Examples of circuitry that may be employed in various embodiments of the present disclosure include, but are not limited to, conventional microprocessors, application specific integrated circuits (ASICs), and field-programmable gate arrays (FPGAs).

In various implementations, the processor may be associated with one or more storage media such as volatile and non-volatile computer memory such as RAM, PROM, EPROM, and EEPROM. The storage media may be encoded with one or more programs that, when executed on one or more processors and/or controllers, perform the required functions. Various storage media may be fixed within a processor or controller or may be transportable, such that the one or more programs stored thereon can be loaded into a processor.
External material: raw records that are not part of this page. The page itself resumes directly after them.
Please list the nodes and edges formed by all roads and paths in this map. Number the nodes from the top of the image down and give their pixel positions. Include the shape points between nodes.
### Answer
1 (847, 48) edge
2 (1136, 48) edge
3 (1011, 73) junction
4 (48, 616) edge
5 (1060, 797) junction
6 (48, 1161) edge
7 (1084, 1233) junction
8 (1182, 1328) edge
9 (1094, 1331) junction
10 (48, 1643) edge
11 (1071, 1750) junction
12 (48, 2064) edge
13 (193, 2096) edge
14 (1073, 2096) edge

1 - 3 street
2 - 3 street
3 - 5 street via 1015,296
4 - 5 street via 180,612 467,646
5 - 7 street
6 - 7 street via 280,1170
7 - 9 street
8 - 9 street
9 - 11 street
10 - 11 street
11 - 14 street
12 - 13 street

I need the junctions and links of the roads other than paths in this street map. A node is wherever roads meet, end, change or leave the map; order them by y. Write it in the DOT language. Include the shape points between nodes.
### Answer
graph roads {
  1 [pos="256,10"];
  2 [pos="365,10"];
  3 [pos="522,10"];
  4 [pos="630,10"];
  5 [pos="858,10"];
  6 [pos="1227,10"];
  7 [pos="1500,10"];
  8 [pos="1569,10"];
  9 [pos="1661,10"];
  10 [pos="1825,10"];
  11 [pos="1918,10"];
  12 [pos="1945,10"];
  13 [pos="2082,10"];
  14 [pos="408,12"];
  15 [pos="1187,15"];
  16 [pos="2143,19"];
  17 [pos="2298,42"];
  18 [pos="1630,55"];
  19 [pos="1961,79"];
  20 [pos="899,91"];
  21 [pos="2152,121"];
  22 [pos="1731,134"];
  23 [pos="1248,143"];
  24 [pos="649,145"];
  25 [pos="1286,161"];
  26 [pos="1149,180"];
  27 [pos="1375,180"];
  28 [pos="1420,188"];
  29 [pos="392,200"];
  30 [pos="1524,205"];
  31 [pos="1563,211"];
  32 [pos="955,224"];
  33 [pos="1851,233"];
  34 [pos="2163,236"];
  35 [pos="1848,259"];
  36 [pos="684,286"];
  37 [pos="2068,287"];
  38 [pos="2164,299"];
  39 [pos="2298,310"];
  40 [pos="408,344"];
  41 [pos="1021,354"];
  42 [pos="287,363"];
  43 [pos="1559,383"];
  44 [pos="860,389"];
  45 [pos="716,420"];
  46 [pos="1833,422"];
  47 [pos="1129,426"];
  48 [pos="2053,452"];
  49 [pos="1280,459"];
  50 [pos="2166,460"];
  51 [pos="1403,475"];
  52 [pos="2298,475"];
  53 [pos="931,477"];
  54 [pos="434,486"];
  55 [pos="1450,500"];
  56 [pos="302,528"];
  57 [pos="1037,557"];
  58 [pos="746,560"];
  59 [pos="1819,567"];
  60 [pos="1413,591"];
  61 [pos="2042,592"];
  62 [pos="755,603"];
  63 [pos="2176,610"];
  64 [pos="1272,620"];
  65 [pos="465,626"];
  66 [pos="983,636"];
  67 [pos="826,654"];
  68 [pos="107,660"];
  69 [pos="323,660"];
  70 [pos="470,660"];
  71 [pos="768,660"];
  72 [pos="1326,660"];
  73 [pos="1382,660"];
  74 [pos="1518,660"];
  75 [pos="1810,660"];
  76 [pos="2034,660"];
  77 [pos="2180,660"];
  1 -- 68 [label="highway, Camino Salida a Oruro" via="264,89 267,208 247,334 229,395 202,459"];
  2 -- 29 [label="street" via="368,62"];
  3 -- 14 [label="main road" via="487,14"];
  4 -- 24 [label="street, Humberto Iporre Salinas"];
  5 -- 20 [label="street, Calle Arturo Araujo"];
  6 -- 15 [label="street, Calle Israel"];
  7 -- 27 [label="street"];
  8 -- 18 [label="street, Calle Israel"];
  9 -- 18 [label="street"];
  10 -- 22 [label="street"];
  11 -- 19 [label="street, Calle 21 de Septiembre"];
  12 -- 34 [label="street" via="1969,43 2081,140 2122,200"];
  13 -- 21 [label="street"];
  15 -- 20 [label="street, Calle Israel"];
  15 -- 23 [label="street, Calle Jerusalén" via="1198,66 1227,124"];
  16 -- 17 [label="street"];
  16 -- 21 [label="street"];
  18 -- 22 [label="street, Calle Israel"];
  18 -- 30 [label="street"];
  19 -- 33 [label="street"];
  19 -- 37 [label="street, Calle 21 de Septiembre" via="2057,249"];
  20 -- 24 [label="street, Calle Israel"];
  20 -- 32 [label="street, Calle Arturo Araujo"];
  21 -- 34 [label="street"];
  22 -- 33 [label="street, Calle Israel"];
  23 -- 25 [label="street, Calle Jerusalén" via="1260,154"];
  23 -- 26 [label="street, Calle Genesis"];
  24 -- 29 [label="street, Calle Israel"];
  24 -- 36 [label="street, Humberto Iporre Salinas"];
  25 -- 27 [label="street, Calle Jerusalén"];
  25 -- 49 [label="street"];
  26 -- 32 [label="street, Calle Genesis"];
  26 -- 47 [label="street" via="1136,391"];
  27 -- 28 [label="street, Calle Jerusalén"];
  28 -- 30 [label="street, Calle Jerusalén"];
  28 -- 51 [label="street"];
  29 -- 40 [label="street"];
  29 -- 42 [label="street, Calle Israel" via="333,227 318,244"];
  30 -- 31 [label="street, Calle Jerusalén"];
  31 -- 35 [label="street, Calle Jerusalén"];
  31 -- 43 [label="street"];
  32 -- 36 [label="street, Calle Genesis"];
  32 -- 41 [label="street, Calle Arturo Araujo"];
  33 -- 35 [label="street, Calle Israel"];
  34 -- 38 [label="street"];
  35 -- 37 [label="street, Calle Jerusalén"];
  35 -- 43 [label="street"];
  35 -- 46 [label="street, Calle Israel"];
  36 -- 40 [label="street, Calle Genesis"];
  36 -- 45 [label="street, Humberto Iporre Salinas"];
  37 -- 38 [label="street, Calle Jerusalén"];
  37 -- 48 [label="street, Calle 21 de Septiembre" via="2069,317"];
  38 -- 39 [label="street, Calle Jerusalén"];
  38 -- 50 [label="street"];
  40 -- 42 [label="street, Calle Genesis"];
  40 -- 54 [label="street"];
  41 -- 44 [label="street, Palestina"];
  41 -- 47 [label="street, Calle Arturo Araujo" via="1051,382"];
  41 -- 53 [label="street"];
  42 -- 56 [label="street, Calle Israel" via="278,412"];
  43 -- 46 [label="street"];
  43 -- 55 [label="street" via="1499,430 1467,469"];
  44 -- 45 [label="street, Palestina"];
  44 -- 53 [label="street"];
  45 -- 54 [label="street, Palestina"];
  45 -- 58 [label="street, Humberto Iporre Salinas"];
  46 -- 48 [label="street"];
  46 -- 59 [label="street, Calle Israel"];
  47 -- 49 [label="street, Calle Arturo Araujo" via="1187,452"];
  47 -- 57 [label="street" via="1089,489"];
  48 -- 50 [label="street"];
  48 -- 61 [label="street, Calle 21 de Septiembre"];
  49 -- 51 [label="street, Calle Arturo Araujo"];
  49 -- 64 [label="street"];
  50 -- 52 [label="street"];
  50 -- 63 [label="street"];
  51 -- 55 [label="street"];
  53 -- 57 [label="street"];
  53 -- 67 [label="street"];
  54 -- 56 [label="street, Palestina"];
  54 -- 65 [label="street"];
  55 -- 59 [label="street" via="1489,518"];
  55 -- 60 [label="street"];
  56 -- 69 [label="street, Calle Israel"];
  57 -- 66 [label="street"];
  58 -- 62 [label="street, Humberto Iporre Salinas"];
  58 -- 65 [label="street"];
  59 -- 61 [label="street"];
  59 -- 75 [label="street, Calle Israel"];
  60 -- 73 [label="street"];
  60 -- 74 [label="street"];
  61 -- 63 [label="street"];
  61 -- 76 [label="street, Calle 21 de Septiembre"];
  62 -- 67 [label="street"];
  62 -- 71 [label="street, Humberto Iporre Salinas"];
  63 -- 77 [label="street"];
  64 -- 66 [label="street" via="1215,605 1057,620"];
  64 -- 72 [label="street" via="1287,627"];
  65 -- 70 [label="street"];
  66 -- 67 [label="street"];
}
Variations to the disclosed embodiments can be understood and effected by those skilled in the art in practicing the claimed invention, from a study of the drawings, the disclosure and the appended claims. In the claims, the word "comprising" does not exclude other elements or steps, and the indefinite article "a" or "an" does not exclude a plurality. A single processor or other unit may fulfill the functions of several items recited in the claims. The mere fact that certain measures are recited in mutually different dependent claims does not indicate that a combination of these measures cannot be used to advantage. A computer program may be stored/distributed on a suitable medium, such as an optical storage medium or a solid-state medium supplied together with or as part of other hardware, but may also be distributed in other forms, such as via the Internet or other wired or wireless telecommunication systems. If the term "adapted to" is used in the claims or description, it is noted the term "adapted to" is intended to be equivalent to the term "configured to". Any reference signs in the claims should not be construed as limiting the scope.